The display casing is made of laminated layers of laser cut plastic. To prevent dust getting into the display module during prototyping/assembly/use, I sealed the LCD into its containing layer with Scotch Magic Tape, before putting the black back-retaining layer over. The location of the tape is shown in the picture above, partly under the black plastic.

Another two pieces of Scotch tape retain the flexi-connector, and seal the gap where the LCD connector is.

Finally, I added a wrap of Scotch tape that goes around the whole perimeter, overlapping slightly onto the front (clear) screen. This will not be visible, but completely seals the panel from dust ingress.

Step 4: Chopping Up the Back Plate

The plate on which the HDMI Pi and Raspberry PI mount is pre-drilled and cut, ready to use.

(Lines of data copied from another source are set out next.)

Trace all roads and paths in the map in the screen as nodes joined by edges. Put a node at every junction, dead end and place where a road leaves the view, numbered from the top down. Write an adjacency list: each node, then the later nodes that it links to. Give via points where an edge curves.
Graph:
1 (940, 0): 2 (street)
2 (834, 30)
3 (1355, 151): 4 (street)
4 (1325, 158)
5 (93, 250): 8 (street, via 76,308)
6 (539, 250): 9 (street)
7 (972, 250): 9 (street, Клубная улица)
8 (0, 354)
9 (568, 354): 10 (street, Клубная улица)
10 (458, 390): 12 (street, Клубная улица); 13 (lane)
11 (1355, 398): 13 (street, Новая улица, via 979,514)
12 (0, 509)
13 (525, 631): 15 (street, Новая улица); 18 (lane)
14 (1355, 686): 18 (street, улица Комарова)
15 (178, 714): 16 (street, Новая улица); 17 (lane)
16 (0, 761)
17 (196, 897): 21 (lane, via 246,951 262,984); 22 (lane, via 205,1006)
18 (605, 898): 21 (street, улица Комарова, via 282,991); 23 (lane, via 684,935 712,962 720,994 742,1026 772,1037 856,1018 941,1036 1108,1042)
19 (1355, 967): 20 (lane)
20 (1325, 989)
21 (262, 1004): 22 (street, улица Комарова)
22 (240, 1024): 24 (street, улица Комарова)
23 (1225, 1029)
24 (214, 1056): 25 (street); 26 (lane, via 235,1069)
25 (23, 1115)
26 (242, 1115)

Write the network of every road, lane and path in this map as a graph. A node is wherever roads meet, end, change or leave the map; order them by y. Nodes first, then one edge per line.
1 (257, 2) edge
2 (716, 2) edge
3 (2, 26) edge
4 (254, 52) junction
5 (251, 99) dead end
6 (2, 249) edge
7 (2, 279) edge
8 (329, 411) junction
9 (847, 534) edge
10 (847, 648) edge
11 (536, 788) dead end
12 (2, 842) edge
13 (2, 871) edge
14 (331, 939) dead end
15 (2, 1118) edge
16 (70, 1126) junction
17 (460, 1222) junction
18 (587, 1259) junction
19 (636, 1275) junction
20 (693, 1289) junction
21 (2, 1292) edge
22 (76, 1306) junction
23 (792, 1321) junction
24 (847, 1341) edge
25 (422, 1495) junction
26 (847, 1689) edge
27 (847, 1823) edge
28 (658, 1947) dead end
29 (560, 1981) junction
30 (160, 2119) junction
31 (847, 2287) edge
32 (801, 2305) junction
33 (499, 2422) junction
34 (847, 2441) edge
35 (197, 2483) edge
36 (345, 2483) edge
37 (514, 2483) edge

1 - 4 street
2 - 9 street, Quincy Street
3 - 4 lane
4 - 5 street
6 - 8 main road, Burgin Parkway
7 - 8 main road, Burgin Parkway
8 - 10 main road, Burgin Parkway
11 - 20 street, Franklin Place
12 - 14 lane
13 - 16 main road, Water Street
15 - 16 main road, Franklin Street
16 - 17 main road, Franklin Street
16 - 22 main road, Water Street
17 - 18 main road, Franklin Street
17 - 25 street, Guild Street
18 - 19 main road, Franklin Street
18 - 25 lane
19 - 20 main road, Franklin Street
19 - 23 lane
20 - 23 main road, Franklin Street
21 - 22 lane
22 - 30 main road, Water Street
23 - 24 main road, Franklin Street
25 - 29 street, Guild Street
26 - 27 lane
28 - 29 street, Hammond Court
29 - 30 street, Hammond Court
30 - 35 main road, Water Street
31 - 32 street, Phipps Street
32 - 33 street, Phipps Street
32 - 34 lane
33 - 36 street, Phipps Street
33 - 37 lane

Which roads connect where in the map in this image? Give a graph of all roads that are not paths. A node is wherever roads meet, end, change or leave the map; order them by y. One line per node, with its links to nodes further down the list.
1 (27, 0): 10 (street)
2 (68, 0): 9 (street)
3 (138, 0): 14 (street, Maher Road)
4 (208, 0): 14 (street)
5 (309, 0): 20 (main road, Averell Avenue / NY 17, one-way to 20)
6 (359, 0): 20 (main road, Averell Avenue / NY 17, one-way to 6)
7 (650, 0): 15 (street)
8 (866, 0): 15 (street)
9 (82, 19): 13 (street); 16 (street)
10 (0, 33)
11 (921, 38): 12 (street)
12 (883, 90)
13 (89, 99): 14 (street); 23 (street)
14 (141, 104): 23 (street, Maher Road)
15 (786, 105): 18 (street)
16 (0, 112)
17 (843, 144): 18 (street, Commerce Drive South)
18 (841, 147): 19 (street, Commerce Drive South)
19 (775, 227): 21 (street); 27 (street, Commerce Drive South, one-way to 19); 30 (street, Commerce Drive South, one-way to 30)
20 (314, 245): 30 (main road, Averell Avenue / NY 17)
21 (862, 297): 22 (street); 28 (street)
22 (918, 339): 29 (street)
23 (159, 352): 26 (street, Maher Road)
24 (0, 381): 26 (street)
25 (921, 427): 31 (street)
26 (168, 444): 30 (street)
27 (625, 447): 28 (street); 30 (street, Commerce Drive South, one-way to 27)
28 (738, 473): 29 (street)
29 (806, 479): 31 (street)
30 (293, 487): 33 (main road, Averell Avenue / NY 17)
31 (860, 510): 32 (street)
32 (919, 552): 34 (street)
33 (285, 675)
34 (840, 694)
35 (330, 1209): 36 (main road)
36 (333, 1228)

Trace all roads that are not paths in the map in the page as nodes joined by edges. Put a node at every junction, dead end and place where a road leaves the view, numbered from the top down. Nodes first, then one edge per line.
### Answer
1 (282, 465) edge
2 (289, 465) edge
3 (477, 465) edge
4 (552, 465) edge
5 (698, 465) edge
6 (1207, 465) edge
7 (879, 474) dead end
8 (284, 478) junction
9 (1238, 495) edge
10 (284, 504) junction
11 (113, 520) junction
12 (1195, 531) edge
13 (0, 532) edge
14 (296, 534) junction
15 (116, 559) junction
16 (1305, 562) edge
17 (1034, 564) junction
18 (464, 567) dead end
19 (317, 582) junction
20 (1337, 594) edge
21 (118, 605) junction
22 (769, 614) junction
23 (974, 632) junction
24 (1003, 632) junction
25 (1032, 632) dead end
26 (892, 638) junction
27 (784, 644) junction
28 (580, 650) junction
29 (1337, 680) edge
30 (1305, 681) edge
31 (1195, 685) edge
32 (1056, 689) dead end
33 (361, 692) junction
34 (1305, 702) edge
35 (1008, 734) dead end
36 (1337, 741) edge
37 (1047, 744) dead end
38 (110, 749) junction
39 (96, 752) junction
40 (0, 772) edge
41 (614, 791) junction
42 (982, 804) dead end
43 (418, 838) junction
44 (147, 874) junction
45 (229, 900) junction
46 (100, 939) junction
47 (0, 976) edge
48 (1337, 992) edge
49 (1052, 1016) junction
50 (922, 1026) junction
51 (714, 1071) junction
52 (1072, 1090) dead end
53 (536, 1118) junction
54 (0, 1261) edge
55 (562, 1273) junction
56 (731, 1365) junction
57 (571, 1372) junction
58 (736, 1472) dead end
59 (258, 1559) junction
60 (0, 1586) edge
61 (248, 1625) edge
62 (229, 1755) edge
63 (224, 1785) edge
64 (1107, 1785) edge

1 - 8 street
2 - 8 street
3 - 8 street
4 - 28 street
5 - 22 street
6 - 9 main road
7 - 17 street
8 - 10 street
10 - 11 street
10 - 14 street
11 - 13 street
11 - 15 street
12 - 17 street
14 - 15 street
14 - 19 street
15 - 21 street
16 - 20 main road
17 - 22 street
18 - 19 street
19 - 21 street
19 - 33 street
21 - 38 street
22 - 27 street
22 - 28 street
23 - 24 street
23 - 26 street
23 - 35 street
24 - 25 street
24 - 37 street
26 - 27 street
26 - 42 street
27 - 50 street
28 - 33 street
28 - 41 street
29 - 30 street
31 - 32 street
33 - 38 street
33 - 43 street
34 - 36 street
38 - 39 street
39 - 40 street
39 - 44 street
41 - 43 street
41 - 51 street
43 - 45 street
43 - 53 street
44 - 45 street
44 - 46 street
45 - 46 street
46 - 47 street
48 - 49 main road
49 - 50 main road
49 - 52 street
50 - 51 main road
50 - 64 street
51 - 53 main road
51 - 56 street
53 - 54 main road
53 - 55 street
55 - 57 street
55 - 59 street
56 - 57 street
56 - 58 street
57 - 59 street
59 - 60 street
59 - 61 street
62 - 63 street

However, because I added a small connector under the Raspberry PI, I needed to clear a small precision square of the plate out of the way. Without this, the 5 pin connector prevents the PI from mounting flat, as intended.

The PI is now securely mounted by 3 out of 4 of the remaining holes.

Now that everything is mounted almost as intended, we can hack further. There is plenty of space on the mounting plate for additional boards and components. All of which will be used up shortly.

Step 5: More Hacks

In the change from Raspberry PI early models, to the current models, the SD card has shrunk to a micro SD card. This means that inserting and removing the card is VERY fiddly when the RPi is mounted. Also, I can never be sure which way up the card goes.

I added a small paper tab, Scotch taped front and back, to the outer end of the uSD card. This gives something to get hold of after having pressed-to-eject on the card. I also added a reminder label on the plastic layer, it says "Gold Side Up" to remind me that the contacts on the card should be facing up (toward the PI) on insertion. There are also two small dashes on the label, that mark the edge of the card, for lateral alignment.

I added a 2 pin molex header, soldered into the "Run/Reset" holes next to the Display connector. This will be extended off to a reset button in the main body of the computer. Shorting these pins reboots the pi (forcibly) and wakes it from power-down.

Step 6: PCB Mounting Holes

Using the cardboard template of the PCB design (and later, the actual PCB) I put the three mounting holes for my extra PCB. This PCB holds closely Raspberry PI related electronics (analogue and digital IO, camera flash control, LIRC driver etc.). There is still space for the USB audio soundcard, next to it. You can see that space is filling up in the lid!

The PCB is mounted on three M3 bolts, with M3 nylon nuts as spacers.

Step 7: HDMI Pi Audio

My plan was to put a jack plug into the HDMI PI audio out, to drive my built in speakers. Sadly, space is too tight, even for a right angle plug. So I hijacked the audio directly from the jack socket.

I buzzed-out (continuity tester) where the left and right audio pins end up on the PCB, using a spare jack lead plugged in, making sure to get the correct side of the "switched contacts" in the jack.

I then added a short tethered wire tail to it. It is secured at the "VGA" socket with an insulated wire tie, for mechanical strength.

Step 8: Done

Here you can see the blank PCB, mounted temporarily, ready to be populated with parts. The audio "tail" sticks up just next to the LCD flex strip, and will connect to the pads in the top-left of the board.